== WORK REQUEST ==
Report every line of the records below that contains the word "General".

◇ ◇ ◇ ◇ ◇

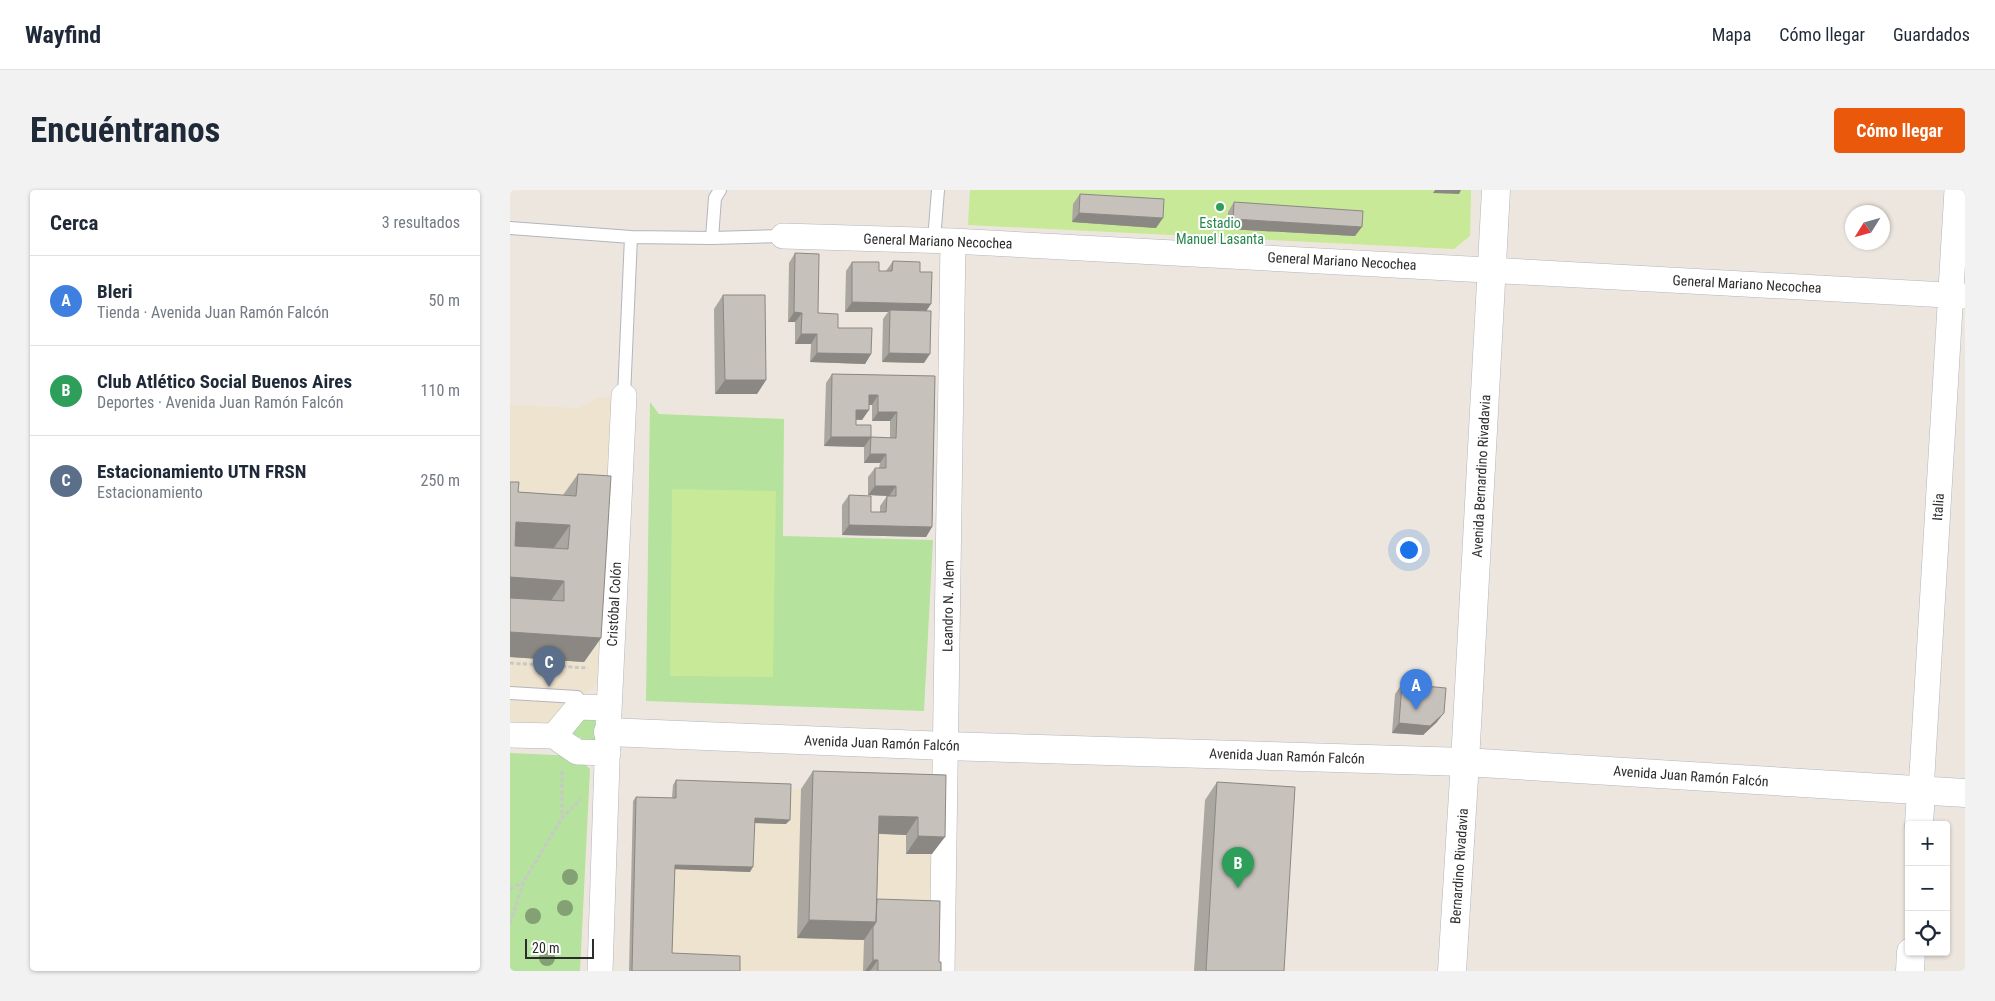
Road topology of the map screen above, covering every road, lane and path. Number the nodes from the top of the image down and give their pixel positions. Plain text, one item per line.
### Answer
1 (938, 190) edge
2 (1496, 190) edge
3 (1957, 190) edge
4 (714, 193) edge
5 (510, 228) edge
6 (783, 236) joint
7 (631, 237) junction
8 (712, 238) junction
9 (943, 240) junction
10 (1492, 269) junction
11 (1958, 296) edge
12 (624, 396) joint
13 (510, 663) edge
14 (611, 669) junction
15 (510, 693) edge
16 (578, 707) junction
17 (510, 735) edge
18 (558, 739) junction
19 (608, 741) junction
20 (946, 746) junction
21 (1465, 762) junction
22 (1921, 791) junction
23 (1965, 793) edge
24 (562, 818) junction
25 (1919, 821) edge
26 (524, 881) junction
27 (510, 888) edge
28 (510, 923) edge
29 (1911, 956) edge
30 (600, 971) edge
31 (942, 971) edge
32 (1452, 971) edge
33 (1910, 971) edge

1 - 9 lane, Leandro N. Alem
2 - 10 main road, Avenida Bernardino Rivadavia
3 - 11 street, Italia
4 - 8 lane
5 - 7 lane, General Mariano Necochea
6 - 8 lane, General Mariano Necochea
6 - 9 street, General Mariano Necochea
7 - 8 lane, General Mariano Necochea
7 - 12 lane, Cristóbal Colón
9 - 10 street, General Mariano Necochea
9 - 20 street, Leandro N. Alem
10 - 11 street, General Mariano Necochea
10 - 21 main road, Avenida Bernardino Rivadavia
11 - 22 street, Italia
12 - 14 street, Cristóbal Colón
13 - 14 path
14 - 19 street, Cristóbal Colón
15 - 16 lane
16 - 18 street
16 - 19 street
17 - 18 street
18 - 19 street
18 - 24 path
19 - 20 main road, Avenida Juan Ramón Falcón
19 - 24 path
19 - 30 street, Cristóbal Colón
20 - 21 main road, Avenida Juan Ramón Falcón
20 - 31 street, Leandro N. Alem
21 - 22 main road, Avenida Juan Ramón Falcón
21 - 32 main road, Bernardino Rivadavia
22 - 23 main road, Avenida Juan Ramón Falcón
22 - 25 main road, Italia
24 - 26 path
26 - 27 path
26 - 28 path
29 - 33 main road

◇ ◇ ◇ ◇ ◇

== WRITTEN RESPONSE ==
5 - 7 lane, General Mariano Necochea
6 - 8 lane, General Mariano Necochea
6 - 9 street, General Mariano Necochea
7 - 8 lane, General Mariano Necochea
9 - 10 street, General Mariano Necochea
10 - 11 street, General Mariano Necochea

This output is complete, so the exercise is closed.